Friday, December 9, 2011

BOOK REVIEW: 'Pariah' by Bob Fingerman

The best zombie novels are never about the zombies.

A zombie novel doesn't work the way a zombie film does. It's easier to get bored with the gimmick. The whole shotgun blast to the head thing just isn't as compelling on the page. That's why the best zombie writers, like Bob Fingerman, make the zombies feel less like a plot point and more like a setup for exploring something far more interesting: people slowly going mad together.

Pariah opens when zombies have already overrun New York City. They walk the streets, millions of them, crammed in together like Black Friday shoppers, waiting for a meal that seems to never come. We see glimpses of how all this happened, but it's not where Fingerman's fascination lies. One of the keys to a great zombie story is choosing the right microcosm, the right fragment of a survivor's society to call home for the course of the narrative. For Fingerman, it's a classic New York apartment building.

Some of the survivors inside called the building home before the world went to hell; others came as a last resort. They made it into their fortress, their refuge from the onslaught. Now it's slowly turning into their coffin. Food is in short supply, stifling heat is wearing them down and misery is permeating everyone. Fingerman visits each of them as hope dwindles - a mother who lost her child, an elderly couple living out their final days, a pair of perverted slimeballs, a guy who's trying to make jerky out of pigeon meat on the roof - and then introduces something unexpected and wholly paradigm-shifting.

Suddenly, into this story walks a teenage girl, earbuds stuffed in her ears, walking nonchalantly amid the zombies as the undead horde parts before her. They don't just ignore her. They actively avoid her. She has free reign of this dead city. The tenants of what might be the last inhabited apartment building in New York manage to get her attention, and suddenly everything begins to change.
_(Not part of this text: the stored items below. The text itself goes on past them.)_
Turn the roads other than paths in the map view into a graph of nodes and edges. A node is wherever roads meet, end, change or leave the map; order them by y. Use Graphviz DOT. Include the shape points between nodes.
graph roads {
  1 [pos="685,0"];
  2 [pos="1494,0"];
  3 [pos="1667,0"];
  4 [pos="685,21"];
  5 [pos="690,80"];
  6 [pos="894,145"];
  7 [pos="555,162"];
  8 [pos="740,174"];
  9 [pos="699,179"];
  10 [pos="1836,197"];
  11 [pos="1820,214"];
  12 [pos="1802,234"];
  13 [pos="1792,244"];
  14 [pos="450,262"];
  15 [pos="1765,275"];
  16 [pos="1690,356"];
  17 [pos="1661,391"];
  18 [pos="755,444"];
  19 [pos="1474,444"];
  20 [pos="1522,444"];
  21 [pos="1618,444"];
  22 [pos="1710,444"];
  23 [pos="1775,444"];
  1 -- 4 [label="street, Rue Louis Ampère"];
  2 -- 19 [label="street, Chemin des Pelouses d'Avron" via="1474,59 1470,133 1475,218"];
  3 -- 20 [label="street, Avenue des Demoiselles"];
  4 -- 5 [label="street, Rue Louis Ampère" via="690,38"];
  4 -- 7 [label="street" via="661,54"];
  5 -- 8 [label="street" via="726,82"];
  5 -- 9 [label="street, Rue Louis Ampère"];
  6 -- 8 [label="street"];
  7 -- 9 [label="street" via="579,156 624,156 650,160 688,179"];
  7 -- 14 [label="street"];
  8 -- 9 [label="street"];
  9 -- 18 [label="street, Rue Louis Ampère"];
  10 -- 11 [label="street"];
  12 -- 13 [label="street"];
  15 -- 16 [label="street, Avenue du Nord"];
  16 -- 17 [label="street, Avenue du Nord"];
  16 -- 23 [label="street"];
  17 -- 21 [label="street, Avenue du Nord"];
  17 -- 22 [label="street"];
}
We live in a world overrun by zombies, and Bob Fingerman's book is a welcome distraction from the humdrum genre puff pieces that permeate bookshelves and DVD racks. With Pariah, he's made zombies an instrument of sincere social exploration and told a tale of invention and wit that's evidence of an enduring talent. Pariah is engrossing from the very first page, and never once does it fall into the predictability that the zombie genre has come to be almost comfortingly counted on for. If you're sick to death of zombies, Pariah will shock your system. In a genre filled with things that are literally and figuratively without life, this is a jolt of new energy.